Landmark Enfield gathering place Curly Portable’s Pub & Grub demolished

A landmark watering hole in Enfield was demolished this week.
“People are certainly sad to see it go,” Sandra Garden-Cole, who grew up in Enfield and now represents the area on East Hants municipal council, said of Curly Portable’s, the popular eating and drinking establishment known simply as Curly’s.
“It was a gathering place for families and they had live bands and all kinds of things to offer for a variety of age groups at the time it came on board.”
The popular business opened in 1984 in a converted funeral home on a corner lot at Highway 2 and White Road, some six kilometres north of the Halifax Stanfield International Airport and almost halfway between Halifax and Truro.

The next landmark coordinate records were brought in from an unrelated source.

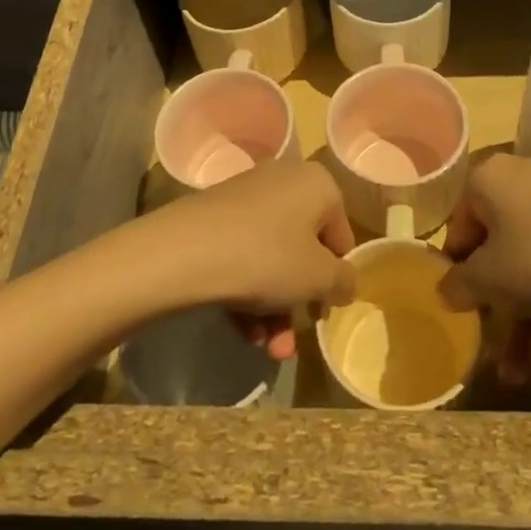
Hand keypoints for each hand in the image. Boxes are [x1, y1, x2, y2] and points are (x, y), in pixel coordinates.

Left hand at [141, 160, 355, 357]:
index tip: (323, 310)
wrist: (185, 252)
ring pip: (271, 258)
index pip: (340, 235)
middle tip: (291, 340)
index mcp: (317, 184)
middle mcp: (284, 180)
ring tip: (266, 348)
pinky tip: (243, 331)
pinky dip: (247, 292)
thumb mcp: (318, 277)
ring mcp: (246, 197)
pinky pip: (243, 256)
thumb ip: (343, 281)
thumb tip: (345, 282)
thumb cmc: (267, 257)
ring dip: (274, 308)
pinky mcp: (215, 217)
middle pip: (303, 249)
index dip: (336, 277)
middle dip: (299, 302)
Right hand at [439, 153, 530, 380]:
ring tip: (517, 374)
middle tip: (490, 346)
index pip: (459, 224)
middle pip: (497, 247)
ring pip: (530, 263)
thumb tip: (446, 290)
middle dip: (494, 305)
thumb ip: (458, 285)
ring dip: (521, 319)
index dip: (456, 269)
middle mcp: (523, 180)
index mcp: (489, 178)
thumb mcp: (489, 280)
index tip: (461, 307)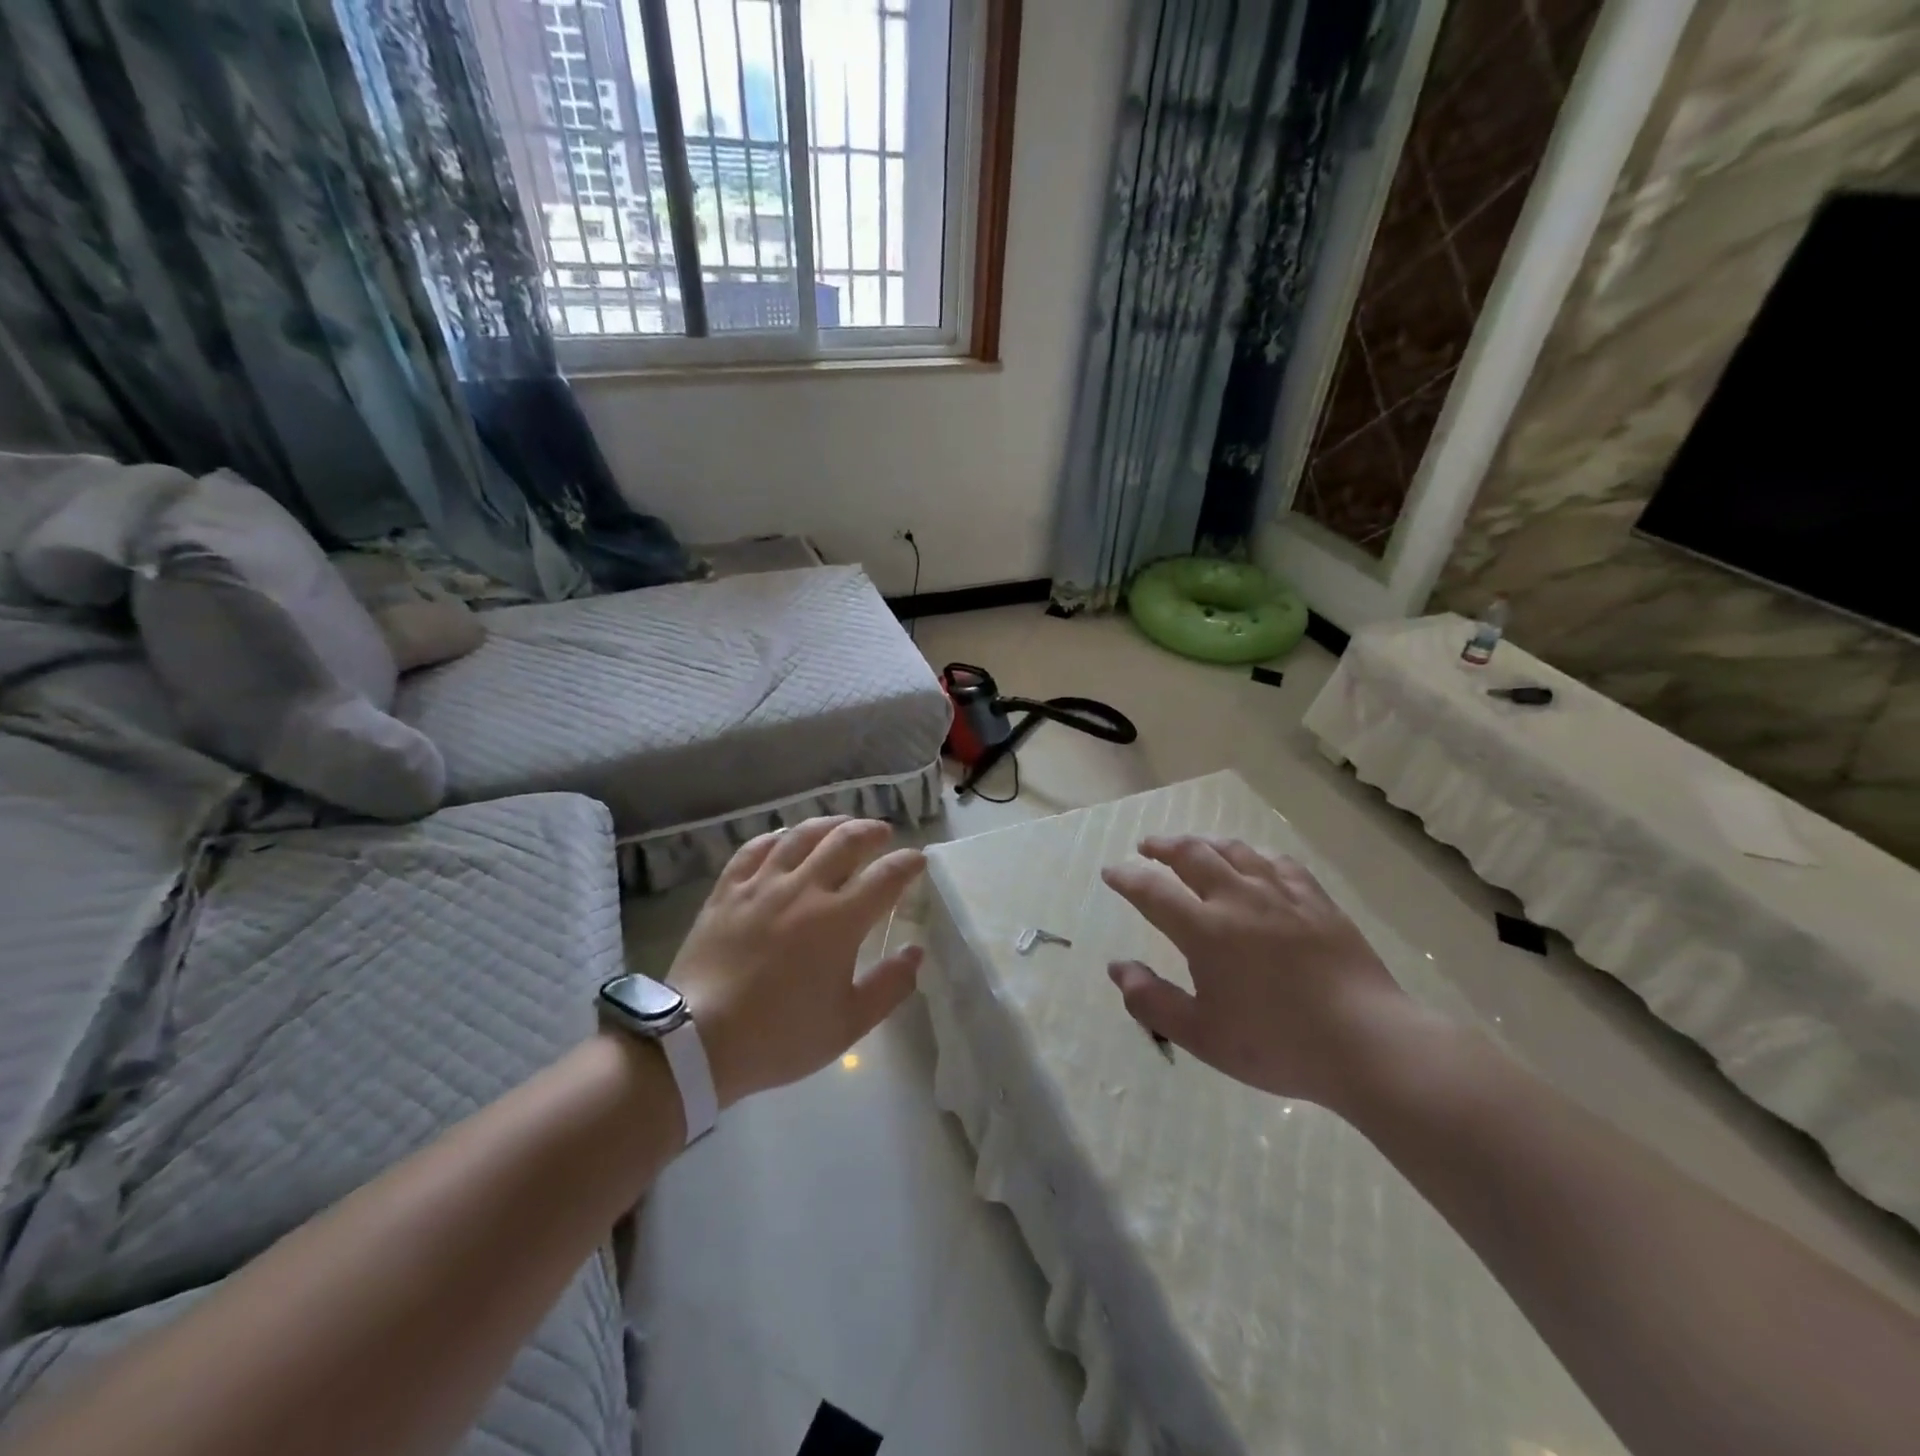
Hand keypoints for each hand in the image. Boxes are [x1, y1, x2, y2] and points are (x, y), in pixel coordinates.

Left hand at [669, 816, 925, 1107]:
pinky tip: (785, 838)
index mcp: (839, 920)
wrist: (698, 1042)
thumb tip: (915, 952)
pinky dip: (777, 837)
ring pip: (801, 836)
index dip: (907, 863)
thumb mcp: (848, 1024)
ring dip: (829, 824)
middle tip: (882, 833)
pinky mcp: (727, 890)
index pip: (886, 877)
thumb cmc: (780, 1035)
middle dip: (871, 831)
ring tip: (842, 825)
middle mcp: (804, 890)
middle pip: (845, 841)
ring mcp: (762, 885)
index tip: (917, 860)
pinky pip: (755, 848)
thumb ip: (889, 986)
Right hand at [1101, 836, 1422, 1105]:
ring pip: (1234, 850)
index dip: (1127, 877)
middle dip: (1162, 846)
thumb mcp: (1202, 1035)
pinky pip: (1278, 862)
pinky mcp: (1316, 900)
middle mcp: (1238, 899)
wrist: (1368, 1043)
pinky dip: (1253, 855)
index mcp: (1205, 930)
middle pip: (1192, 854)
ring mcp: (1281, 894)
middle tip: (1146, 847)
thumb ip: (1153, 1001)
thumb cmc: (1277, 1044)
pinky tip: (1253, 860)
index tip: (1111, 872)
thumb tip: (1118, 968)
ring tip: (1192, 845)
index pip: (1153, 891)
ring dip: (1204, 842)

The building, owned by Jim Isenor who was born and raised in Enfield, was destroyed by fire in 1990 but the rebuilt iteration of Curly Portable’s Pub & Grub, an eventual 7,500-square-foot building, reopened six months later on the half-hectare lot.
The pub had been the “stomping ground for locals and travellers alike ever since,” according to an East Hants Chamber of Commerce commentary in awarding Isenor a business lifetime achievement award in 2015.
“Numerous business have come and gone on that particular site,” Garden-Cole said. “It was a funeral home and an old restaurant over the years but Curly’s has certainly been the most recent and at that time it was the only type of tavern in the area, before Shooters. It was a really welcome addition to the community.
“People are very disappointed to see it go. They were hoping that another business of that type might take its place, that someone would be willing to buy it and operate the same type of business.”
For Sale in 2019
A For Sale sign was hung up below the familiar Curly Portable’s signage along Highway 2 in the fall of 2019 but no buyer was found.
The disappointment Garden-Cole referenced was evident in Facebook posts about the demolition.
Darlene Ashley wrote, “Always a great place to catch up with friends or grab a quick lunch during a work week. Oh, and many times I was there when they closed down on weekends, to get my kids and their friends home safely.”
From Sandra Bernadette Totten: “Thursday nights were hopping in my day. If you didn’t show by 9:30, you didn’t get in. The music, the dancing, the laughter. Some of the best times of my young adult life.”
Cindy Rose Renouf recalled in a Facebook post taking an arrested person back to the RCMP detachment in Enfield on one of those fabled Thursday nights.
“No backup available and there was a full-scale brawl in the parking lot of Curly’s as I was driving past. I flipped on my siren, jumped out on the hood of the police car, and started to shake my canister of pepper spray saying, ‘who else wants to go to jail.’ Me, all of five-foot-four and 120 pounds soaking wet! But the parking lot very quickly cleared.”
Darlene MacDonnell wrote that she met her husband Gerry at Curly’s 37 years ago on April 26, 1986.
“Love at first sight,” she wrote. “Lots of great memories made after that as well. So sad to see it torn down.”
A gathering place
The 2015 Chamber of Commerce promotion said Isenor’s pub brought thousands of people together over the years, feeding and entertaining them. The pub was credited with employing hundreds of locals and providing a springboard for many local musicians.
The legend of Curly, no doubt gleaned from Isenor’s musings, was available in the menu and online. It weaved the fantastic story of Curly, a robust boy born around 1895 in the Rawdon Hills of Nova Scotia.
An avid woodsman, Curly went on to invent and perfect the “triple-bitted axe,” with one-third more cutting area, along with other like-minded ventures.
Isenor sold the pub business run out of the building to his nephew, Brandon Horne, about nine years ago.
Isenor and his company, Monk Mobile Corporation, made a couple of development applications to the municipality, the last of which pitched a potential mixed-used development on the site and an adjoining property that would support 18 townhouses and three multiplexes for a total of 198 dwelling units, with one multiplex having commercial space on the ground floor.
That application was submitted in November 2020 but despite a staff recommendation that it be approved, the proposal was refused by council at a Jan. 27, 2022, public hearing meeting.
It still remains likely that a development will go ahead at the site eventually.
Garden-Cole said residents “were really hoping” that the building would have been sold and reopened as the same type of business that had existed there.
“They are probably sad to see that it will probably go the development way,” she said.
“For the people who were around here through all the Curly’s days, very sad to see it go.”